R.B. One of the things that I have tried to show is that arguments against ontology, in fact presuppose ontology. You can see this in the case of an anti-ontologist like Habermas, who in his generation of the knowledge constitutive interest in prediction and control, definitely presupposes a Humean theory of causality as constant conjunction or empirical regularity, and the Hempelian, Popperian idea of explanation as deductive, nomological. You can't get away without ontology. It's not a question of being a realist, or not a realist. It is a question of what kind of realist you are going to be – explicit or tacit. Insofar as you are not a realist, you secrete an ontology and a realism....You can't get far in the world unless you are implicitly realist in practice. And I would say that the whole categorial structure of transcendental, dialectical critical reason could be teased out of any remark or action in the world of any significance. This is a very strong claim to make: I would argue that critical realism, in its transcendental, dialectical forms, is the only form of philosophy which can do justice to the categorial structure of the world and so to the axiological necessity of the particular positions, arguments, actions and responses that we make in our ordinary life. From this standpoint, the development of philosophy can be seen as a progression in self-consciousness, in an understanding of what we're doing, when we're doing things about which we are normally unconscious.

C.N. What are your thoughts about new Labour and prospects of any kind of genuine socialist renewal?
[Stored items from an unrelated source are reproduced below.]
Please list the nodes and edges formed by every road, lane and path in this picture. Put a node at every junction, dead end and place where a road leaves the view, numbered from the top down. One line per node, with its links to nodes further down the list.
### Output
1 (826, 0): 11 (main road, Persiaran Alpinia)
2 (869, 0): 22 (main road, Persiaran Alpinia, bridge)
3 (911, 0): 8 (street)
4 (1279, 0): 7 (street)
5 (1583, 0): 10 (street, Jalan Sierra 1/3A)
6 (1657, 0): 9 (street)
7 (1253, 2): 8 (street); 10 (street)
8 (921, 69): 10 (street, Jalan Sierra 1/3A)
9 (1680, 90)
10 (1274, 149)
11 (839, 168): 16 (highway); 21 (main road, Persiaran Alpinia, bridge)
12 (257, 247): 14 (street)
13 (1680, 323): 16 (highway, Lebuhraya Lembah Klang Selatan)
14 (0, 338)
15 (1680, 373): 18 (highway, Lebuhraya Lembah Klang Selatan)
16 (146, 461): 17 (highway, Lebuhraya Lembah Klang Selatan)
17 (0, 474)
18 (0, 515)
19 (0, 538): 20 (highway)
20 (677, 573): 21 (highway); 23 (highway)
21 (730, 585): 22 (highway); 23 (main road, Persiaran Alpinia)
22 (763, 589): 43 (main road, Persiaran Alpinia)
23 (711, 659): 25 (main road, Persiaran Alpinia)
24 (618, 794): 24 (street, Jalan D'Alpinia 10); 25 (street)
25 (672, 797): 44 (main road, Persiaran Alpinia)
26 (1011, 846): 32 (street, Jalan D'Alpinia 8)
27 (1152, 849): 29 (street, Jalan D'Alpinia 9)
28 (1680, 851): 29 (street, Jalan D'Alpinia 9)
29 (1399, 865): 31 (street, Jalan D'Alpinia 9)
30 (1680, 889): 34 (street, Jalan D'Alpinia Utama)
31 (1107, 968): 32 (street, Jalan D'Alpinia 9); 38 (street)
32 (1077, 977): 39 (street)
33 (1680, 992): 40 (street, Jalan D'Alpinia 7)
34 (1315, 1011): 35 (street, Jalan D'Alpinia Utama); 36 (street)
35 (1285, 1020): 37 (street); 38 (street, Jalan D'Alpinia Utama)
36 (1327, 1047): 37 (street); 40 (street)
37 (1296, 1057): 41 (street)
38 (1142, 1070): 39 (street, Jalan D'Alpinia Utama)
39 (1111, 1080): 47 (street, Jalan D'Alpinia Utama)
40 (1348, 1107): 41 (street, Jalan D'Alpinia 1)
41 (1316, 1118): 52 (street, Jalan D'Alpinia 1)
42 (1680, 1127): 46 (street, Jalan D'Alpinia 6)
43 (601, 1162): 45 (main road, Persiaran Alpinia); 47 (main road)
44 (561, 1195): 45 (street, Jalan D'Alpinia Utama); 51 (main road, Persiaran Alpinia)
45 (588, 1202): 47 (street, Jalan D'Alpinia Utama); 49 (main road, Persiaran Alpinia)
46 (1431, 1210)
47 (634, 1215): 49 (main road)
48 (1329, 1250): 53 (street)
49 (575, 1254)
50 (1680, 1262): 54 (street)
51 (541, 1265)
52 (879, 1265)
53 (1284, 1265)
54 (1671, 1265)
How should critical realism be viewed in relation to such broader political and socio-cultural developments?

R.B. I think this has to be understood in the context in which capitalism has basically won the struggle against actually existing socialism as it was called, and 1989 was indeed a crucial year, in that it marked the decisive victory against Soviet style socialism. New Labour is just part of the universal accommodation to this fact. Capitalism itself is wrecking havoc on our environment, and quite frankly, unless capitalism is overturned, by a revolution, which will be at once much more peaceful and deeper than the one that overthrew socialism, that will draw on resources and aspects of our being that are at once spiritual and cultural, and set in the context of a programme of feasible transition, and done in a non-violent way - unless capitalism is overturned in this way, I can see very little prospect of humanity surviving much into the 21st century on this planet.
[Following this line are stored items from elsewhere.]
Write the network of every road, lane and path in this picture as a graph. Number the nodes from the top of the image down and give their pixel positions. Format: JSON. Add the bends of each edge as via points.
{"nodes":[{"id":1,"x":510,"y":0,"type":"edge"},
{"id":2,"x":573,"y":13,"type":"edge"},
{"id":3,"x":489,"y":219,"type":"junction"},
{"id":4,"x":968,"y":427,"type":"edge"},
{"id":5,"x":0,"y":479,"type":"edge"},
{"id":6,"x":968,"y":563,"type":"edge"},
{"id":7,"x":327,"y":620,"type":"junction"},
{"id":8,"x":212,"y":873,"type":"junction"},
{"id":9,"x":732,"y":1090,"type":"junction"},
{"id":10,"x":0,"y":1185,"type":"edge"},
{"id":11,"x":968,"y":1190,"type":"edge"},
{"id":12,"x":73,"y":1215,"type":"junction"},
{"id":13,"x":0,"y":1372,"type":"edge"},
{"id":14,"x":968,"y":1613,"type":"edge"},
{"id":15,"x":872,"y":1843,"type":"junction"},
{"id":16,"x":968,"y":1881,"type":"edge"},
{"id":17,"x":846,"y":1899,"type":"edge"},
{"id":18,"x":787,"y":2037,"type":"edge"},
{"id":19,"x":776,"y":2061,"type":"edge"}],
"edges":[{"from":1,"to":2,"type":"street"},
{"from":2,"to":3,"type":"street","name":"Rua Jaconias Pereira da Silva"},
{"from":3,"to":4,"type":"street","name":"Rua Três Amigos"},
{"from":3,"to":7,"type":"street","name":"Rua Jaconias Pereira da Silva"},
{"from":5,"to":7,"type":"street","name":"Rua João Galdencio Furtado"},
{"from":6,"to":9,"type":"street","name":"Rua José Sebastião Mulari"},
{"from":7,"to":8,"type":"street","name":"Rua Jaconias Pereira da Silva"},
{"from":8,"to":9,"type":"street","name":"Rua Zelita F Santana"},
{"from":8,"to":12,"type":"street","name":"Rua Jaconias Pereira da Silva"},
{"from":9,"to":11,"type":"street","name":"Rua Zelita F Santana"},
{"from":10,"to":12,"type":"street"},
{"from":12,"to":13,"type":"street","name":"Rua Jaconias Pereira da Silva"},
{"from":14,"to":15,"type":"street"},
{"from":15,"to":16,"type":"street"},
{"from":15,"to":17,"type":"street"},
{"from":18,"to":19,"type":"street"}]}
I think we need to consider what is wrong with the superficial categorial structures of the societies in which capitalism, socialism, contemporary new Labour, all equally cohabit. What is required is a revolutionary transformation far more profound that perhaps any of us imagine.

C.N. One current version of anti-realism is the denial that we can ever have reason or adequate grounds for asserting the existence of objective transcendental truths. To the realist, about mathematics, for example, this would seem clearly wrong since truth in such matters, has nothing to do with the current, or indeed the ultimate scope of human knowledge. I wonder where you stand on this issue – and whether critical realism has anything to say about the more technical anti-realist stances.
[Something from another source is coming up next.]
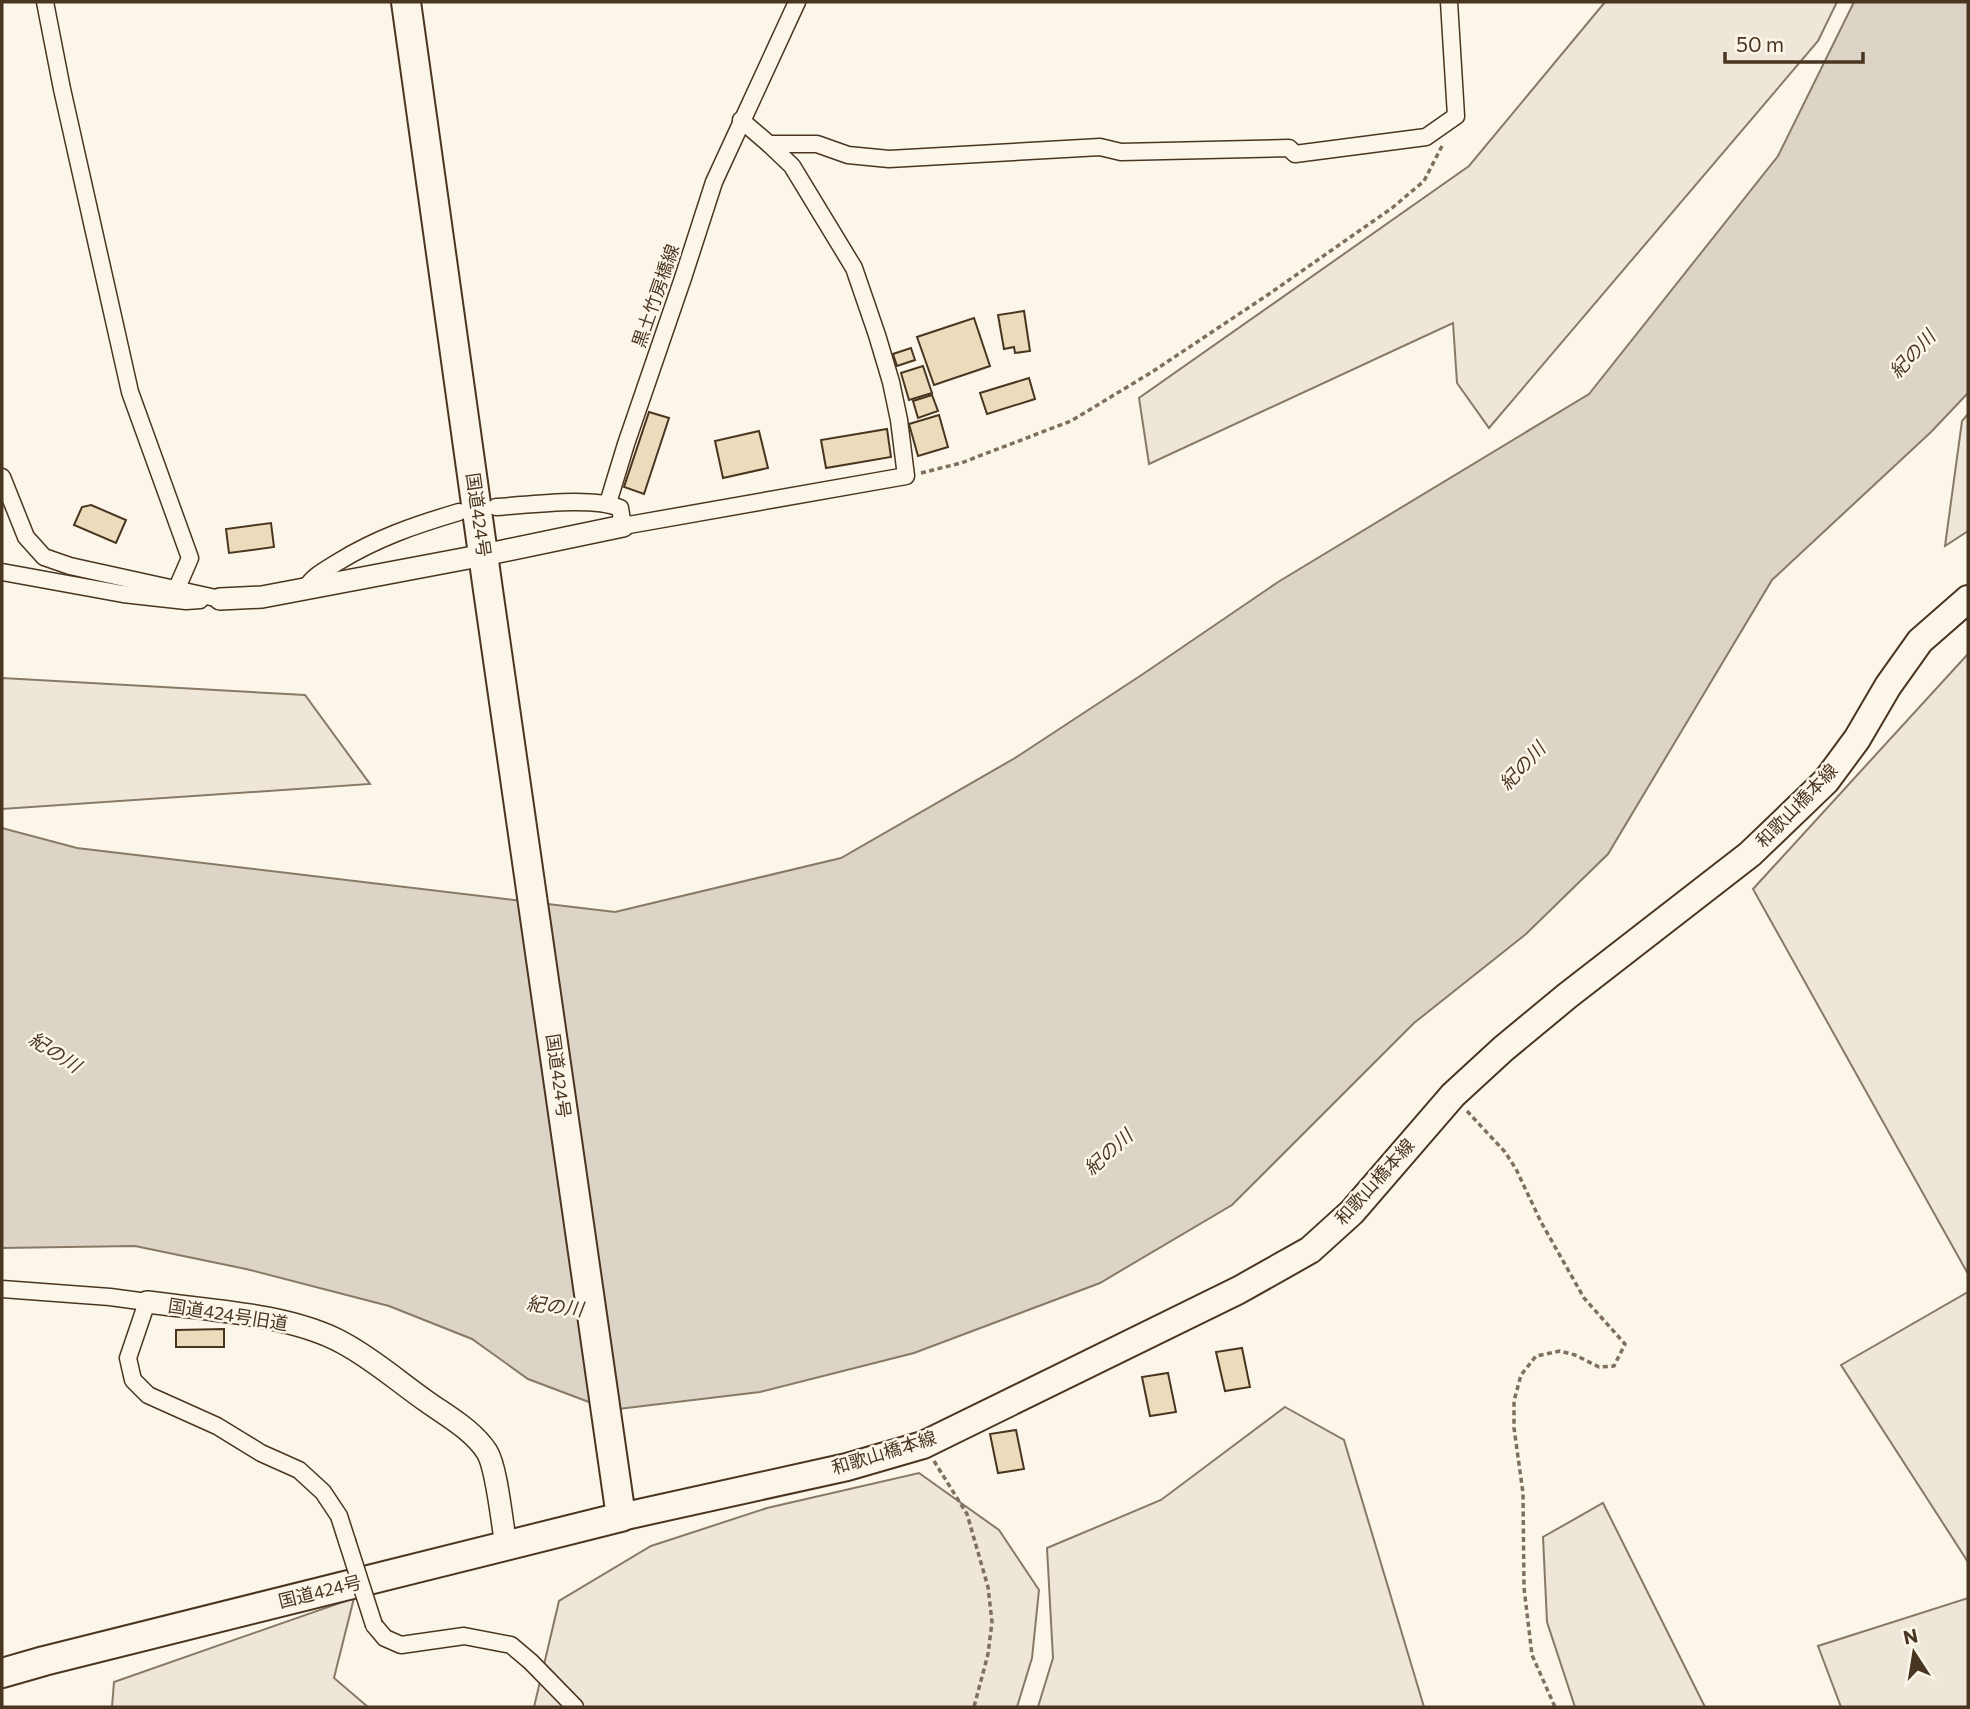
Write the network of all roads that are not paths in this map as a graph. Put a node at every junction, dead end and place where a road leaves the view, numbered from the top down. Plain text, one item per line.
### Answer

R.B. I argue that truth has four aspects. First, fiduciary this is, if you like, the intrinsic aspect of science or knowledge – and to say that something is true is to say 'trust me, act on it'. It is quite obvious that we have to have a workable notion of truth to enable us to get around in a world we have only a limited grasp of. This is a pragmatic necessity. The more strongly this aspect can be backed by other aspects, the stronger it is.

The second aspect of truth is truth as warrantedly assertable. This is truth as epistemological. There is no way of getting around the notion of best possible grounds for acting one way rather than another, in a world in which we must act one way rather than another.

Moving now to the notion that lies behind the first two notions, the idea of truth as absolute. To say something is true is to say this is the way reality is. This is absolutely indispensable for any notion of intentional action and hence for any notion we as human beings can have. For intentionality presupposes two things, firstly a belief, and secondly, an orientation to act on the belief in some manner. Without beliefs human beings just aren't humans. So commitment to beliefs as expressive of reality, are transcendental features of any form of social life.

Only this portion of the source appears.